Thanks to all of you for your continued immense contributions. If only we could together keep our beautiful game from eventually, but surely going extinct.

Brandon TaylorJune 4th, 2018 at 3:55 pm

Hi Bobby.

I came across a deal in which I, as South, received this hand from North:
C 10
D A 9 6 5 3
H A 9 8 4 3
S 8 2

And the bidding started as thus:
N: 2NT E: 3C S: ???

My situation is, even as East cut off my Stayman response, I could conceivably call for a Jacoby transfer to either of my red suits. My question is, what Jacoby transfer bid should I make at this point, if a Jacoby transfer is in fact warranted at all?

Bobby WolffJune 4th, 2018 at 4:21 pm

Hi Brandon (and welcome to Aces on Bridge),

Warranted is as partnership discussion directs. While and of course, opponent’s overcalling RHO’s 2NT is indeed rare, but when, and if it does, partnerships need to be ready with previous discussion, otherwise chaos becomes the order of the day.

Let’s assume that over a club intervention (since major suit transfers are not materially effected) we can then exercise both suits) we bid 3 diamonds, and then over partner’s 3 heart response, should definitely bid 4 diamonds to show both a forward going hand and at least nine red suit cards, including 5+ hearts. For the record, if I held s. xx, h. AJxxx, d. Jxxx, c. Jx I would rebid 3NT over partner’s 3 heart bid. IOW, yes I do not have a club stop, but I will leave it up to partner to decide between playing 4 hearts or 3NT depending on his own holding.

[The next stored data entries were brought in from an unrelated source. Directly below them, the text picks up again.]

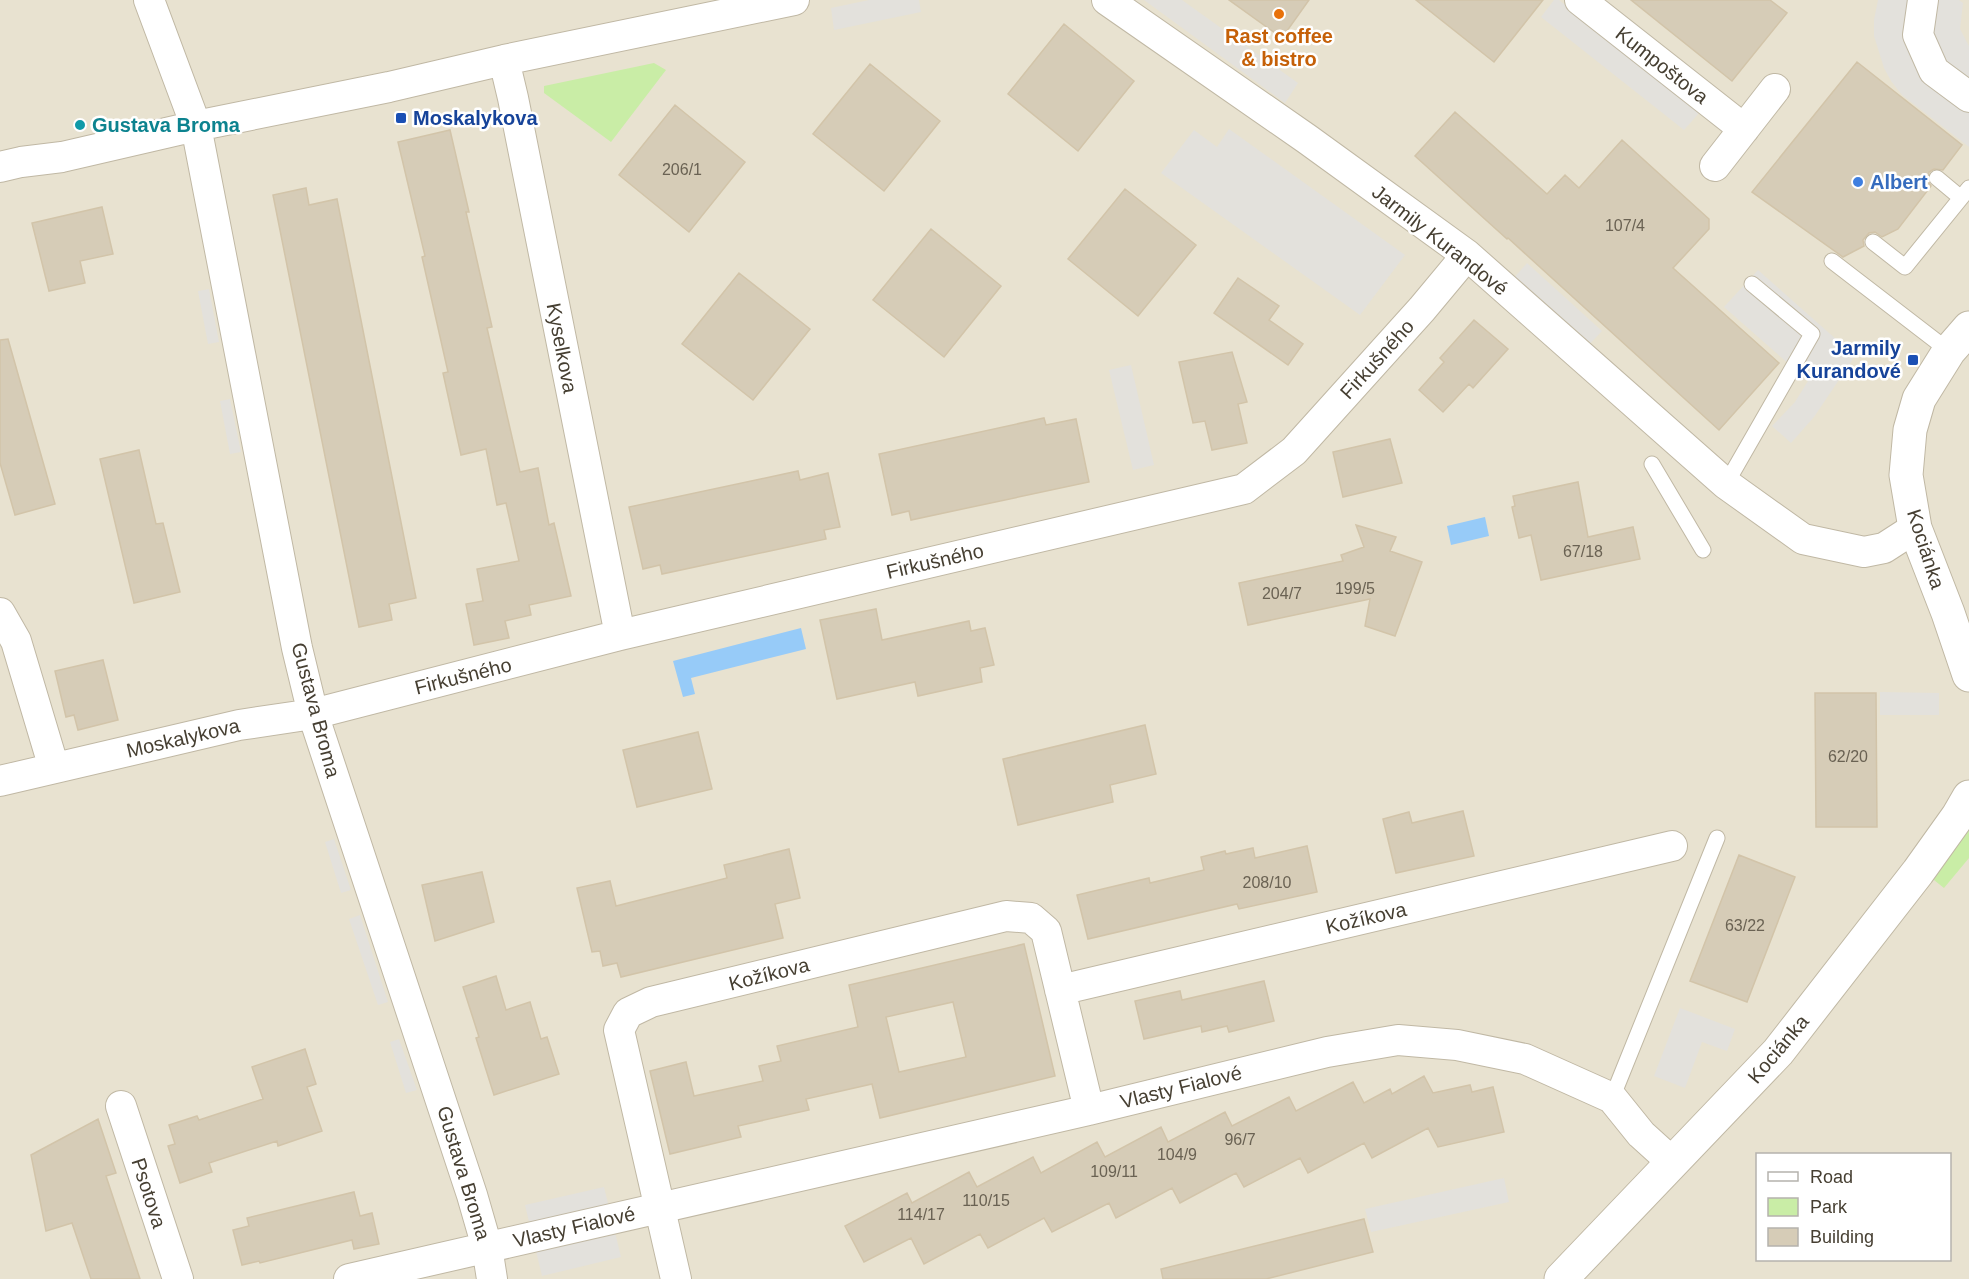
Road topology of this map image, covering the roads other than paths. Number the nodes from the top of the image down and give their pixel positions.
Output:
1 (149, 0) edge
2 (794, 0) edge
3 (1107, 0) edge
4 (1580, 0) edge
5 (1923, 0) edge
6 (504, 60) junction
7 (1775, 89) dead end
8 (1969, 97) edge
9 (196, 126) junction
10 (1744, 129) junction
11 (1715, 166) dead end
12 (0, 167) edge
13 (1937, 178) dead end
14 (1965, 193) edge
15 (1873, 242) dead end
16 (1467, 255) junction
17 (1832, 261) dead end
18 (1752, 284) dead end
19 (1959, 340) edge
20 (1652, 464) dead end
21 (1726, 484) junction
22 (1915, 528) junction
23 (1704, 550) dead end
24 (0, 613) edge
25 (620, 635) junction
26 (1969, 675) edge
27 (313, 714) junction
28 (54, 768) junction
29 (0, 781) edge
30 (1969, 797) edge
31 (1717, 838) dead end
32 (1672, 846) dead end
33 (1060, 990) junction
34 (1612, 1098) junction
35 (121, 1106) dead end
36 (1089, 1110) junction
37 (1673, 1163) junction
38 (659, 1208) junction
39 (487, 1247) junction
40 (178, 1279) edge
41 (349, 1279) edge
42 (492, 1279) edge
43 (676, 1279) edge
44 (1561, 1279) edge

1 - 9 street, Gustava Broma
2 - 6 street
3 - 16 street, Jarmily Kurandové
4 - 10 street, Kumpoštova
5 - 8 street
6 - 9 street
6 - 25 street, Kyselkova
7 - 10 street
9 - 12 street
9 - 27 street, Gustava Broma
10 - 11 street
13 - 14 lane
14 - 15 lane
16 - 21 street, Jarmily Kurandové
16 - 25 street, Firkušného
17 - 19 lane
18 - 21 lane
19 - 22 street, Kociánka
20 - 23 lane
21 - 22 street, Jarmily Kurandové
22 - 26 street, Kociánka
24 - 28 street
25 - 27 street, Firkušného
27 - 28 street, Moskalykova
27 - 39 street, Gustava Broma
28 - 29 street, Moskalykova
30 - 37 street, Kociánka
31 - 34 lane
32 - 33 street, Kožíkova
33 - 36 street, Kožíkova
33 - 38 street, Kožíkova
34 - 36 street, Vlasty Fialové
34 - 37 street, Vlasty Fialové
35 - 40 street, Psotova
36 - 38 street, Vlasty Fialové
37 - 44 street, Kociánka
38 - 39 street, Vlasty Fialové
38 - 43 street, Vlasty Fialové
39 - 41 street, Vlasty Fialové
39 - 42 street, Gustava Broma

However my advice over a 3 diamond intervention by your RHO and then moving my other minor suit to clubs, to make do, by eschewing transfers and just bidding 3 hearts with the intention of later bidding diamonds unless partner only just raises to 4 hearts. If he bids 3 NT it is then close whether with the hand you gave me, whether to go forward with 4 diamonds or just pass 3NT. Factors: I do not like the club lead coming through partner, so I might get conservative and pass 3NT, but it is only a guess, since perhaps the result of this hand is hanging in the balance, but my judgment is very close as to what our chances happen to be.

All any partnership can do is be prepared for an overcall, rather than attempt to then get all choices right while bidding.

PeteJune 4th, 2018 at 8:36 pm

Hi Bobby,
Just for the record the phrase, ‘I know it when I see it’ comes from Supreme Court Justice Potter Stewart to describe his test for obscenity.

Joe1June 4th, 2018 at 8:42 pm

But sometimes the law is an ass (Dickens). And the “know it when you see it” line, I believe, comes from Potter Stewart. That said, knowing there may be a squeeze position, and hoping there is one, are two different things. Another strategy, if one trick short, is an end play, but declarer doesn’t seem to have the cards for this. So in playing for, or hoping for, a squeeze, how or when should one “rectify the count”. These things are easier double dummy, challenging in the heat of the moment.

Bobby WolffJune 4th, 2018 at 10:23 pm

Hi Pete & Joe1,

Even though Justice Potter Stewart published his somewhat lyrical phrase first, it seems to apply in bridge applications, especially in hoped for declarer’s play (and defender) endings in bridge.

Add the word obscene and it all depends on “to whom” it is happening.

“Rectifying the count” is a fancy name for prematurely losing all the tricks, save the one the potential squeeze will gain, (visualize Axx opposite xxx, leading a small one and ducking) early, usually required in making a potential squeeze, viable to execute.

And when Clyde Love is the author of what I would call the classic book on squeeze endings, everyone will be then given a thought of romance, rather than the crude way Charles Dickens described the law (perhaps instead, the dickens you say, although I often agree with him).

All these descriptions take me back many years when these coups were first getting their names, much like the recent royal wedding got the world’s rapt attention.